Short Title – Section 1 of the Juvenile Justice (Care and Protection of Children) Act, 2015 reads as follows:
# 1. Short title, extent, commencement and application.
(1) This Act may be called the Juvenile Justice (Care and Protection of Children) Act, 2015.
(2) It extends to the whole of India except the State of Jammu and Kashmir.
(3) It shall come into force on such date as the Central Government may, by notification in the Official Gazette, appoint.
(4) Notwithstanding anything contained in any other law for the time being in force, the provisions of this Act shall apply to all matters concerning children in need of care and protection and children in conflict with law, including —
(i) apprehension, detention, prosecution, penalty or imprisonment, rehabilitation and social re-integration of children in conflict with law;
(ii) procedures and decisions or orders relating to rehabilitation, adoption, re-integration, and restoration of children in need of care and protection.
The Act replaces the Juvenile Justice (Care and Protection of Children) Act, 2000. It addresses children in conflict with law and children in need of care and protection.
The Act permits juveniles between the ages of 16-18 years to be tried as adults for heinous offences. Also, any 16-18 year old, who commits a lesser, i.e., serious offence, may be tried as an adult only if he is apprehended after the age of 21 years.
Juvenile Justice Boards (JJB) and Child Welfare Committees (CWC) constituted in each district. The JJB will conduct a preliminary inquiry to determine whether a juvenile offender is to be sent for rehabilitation or be tried as an adult. The CWC will determine institutional care for children in need of care and protection.
Eligibility of adoptive parents and the procedure for adoption have been included in the Act.
Penalties for cruelty against a child, offering a narcotic substance to a child, and abduction or selling a child have been prescribed.
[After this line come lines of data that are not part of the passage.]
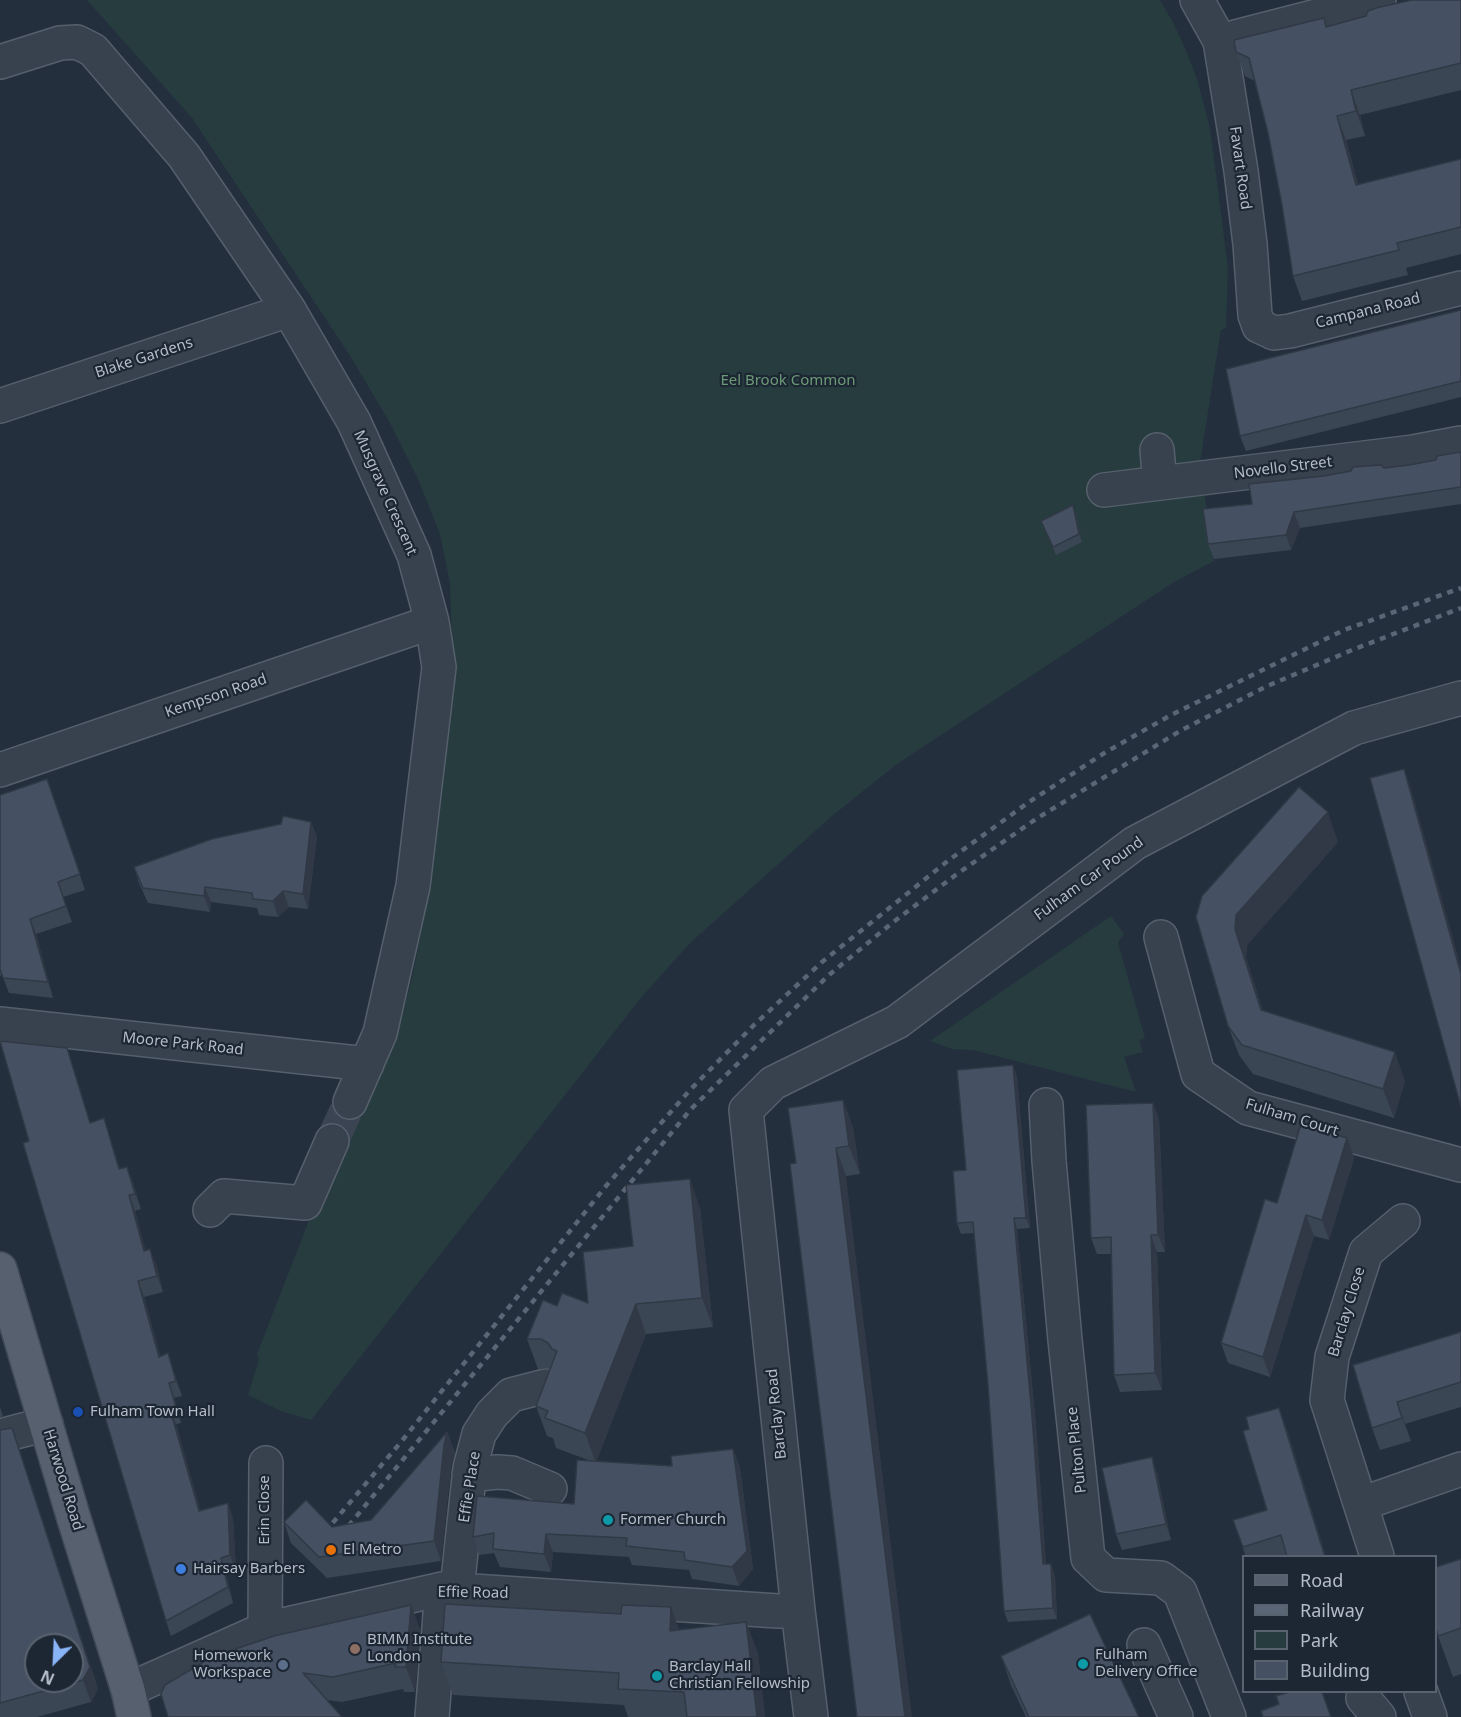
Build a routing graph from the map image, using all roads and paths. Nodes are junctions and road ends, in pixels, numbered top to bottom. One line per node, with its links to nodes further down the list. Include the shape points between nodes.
1 (1197, 0): 4 (street, Favart Road)
2 (1379, 0): 3 (street)
3 (1293, 11): 4 (street)
4 (1220, 41): 8 (street, Favart Road, via 1241,171 1255,315 1259,326)
5 (0, 62): 7 (street, Musgrave Crescent, via 60,43 77,42 93,50 184,156)
6 (1461, 288): 8 (street, Campana Road)
7 (289, 310): 9 (street, Blake Gardens); 14 (street, Musgrave Crescent, via 354,422 414,555)
8 (1274, 333)
9 (0, 406)
10 (1461, 443): 12 (street, Novello Street)
11 (1157, 450): 12 (street)
12 (1161, 483): 13 (street, Novello Street)
13 (1104, 490)
14 (432, 622): 16 (street, Kempson Road); 19 (street, Musgrave Crescent, via 440,667 413,886 380,1033)
15 (1461, 698): 22 (street, Fulham Car Pound, via 1354,728 1135,843 897,1022 773,1083)
16 (0, 770)
17 (1161, 937): 24 (street, Fulham Court, via 1198,1074 1248,1108)
18 (0, 1024): 19 (street, Moore Park Road)
19 (367, 1064): 20 (street, Musgrave Crescent)
20 (350, 1102)
21 (1046, 1105): 46 (street, Pulton Place, via 1088,1558 1106,1575 1161,1578 1180,1592)
22 (746, 1110): 38 (street, Barclay Road)
23 (332, 1141): 25 (street, via 305,1203 224,1196)
24 (1461, 1165)
25 (210, 1210)
26 (1402, 1221): 35 (street, Barclay Close, via 1366,1252 1332,1357 1327,1400)
27 (0, 1269): 29 (main road, Harwood Road)
28 (546, 1386): 33 (street, Effie Place, via 512,1395 492,1414 479,1434)
29 (46, 1424): 30 (street); 42 (main road, Harwood Road)
30 (0, 1436)
31 (266, 1463): 39 (street, Erin Close)
32 (1461, 1469): 35 (street)
33 (469, 1475): 34 (street, via 512,1473); 37 (street, Effie Place)
34 (550, 1489)
35 (1361, 1504): 36 (street, Barclay Close)
36 (1376, 1555)
37 (473, 1591): 38 (street, Effie Road); 39 (street, Effie Road); 43 (street, Effie Place)
38 (798, 1610): 44 (street, Barclay Road)
39 (265, 1629): 42 (street, Effie Road)
40 (1144, 1645): 45 (street)
41 (1420, 1693): 47 (street)
42 (131, 1703)
43 (432, 1717)
44 (811, 1717)
45 (1176, 1717)
46 (1229, 1717)
47 (1430, 1717)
There are differing views on whether juveniles should be tried as adults. Some argue that the current law does not act as a deterrent for juveniles committing heinous crimes. Another view is that a reformative approach will reduce likelihood of repeating offences.
The provision of trying a juvenile committing a serious or heinous offence as an adult based on date of apprehension could violate the Article 14 (right to equality) and Article 21 (requiring that laws and procedures are fair and reasonable). The provision also counters the spirit of Article 20(1) by according a higher penalty for the same offence, if the person is apprehended after 21 years of age.
The UN Convention on the Rights of the Child requires all signatory countries to treat every child under the age of 18 years as equal. The provision of trying a juvenile as an adult contravenes the Convention.
Some penalties provided in the Act are not in proportion to the gravity of the offence. For example, the penalty for selling a child is lower than that for offering intoxicating or psychotropic substances to a child.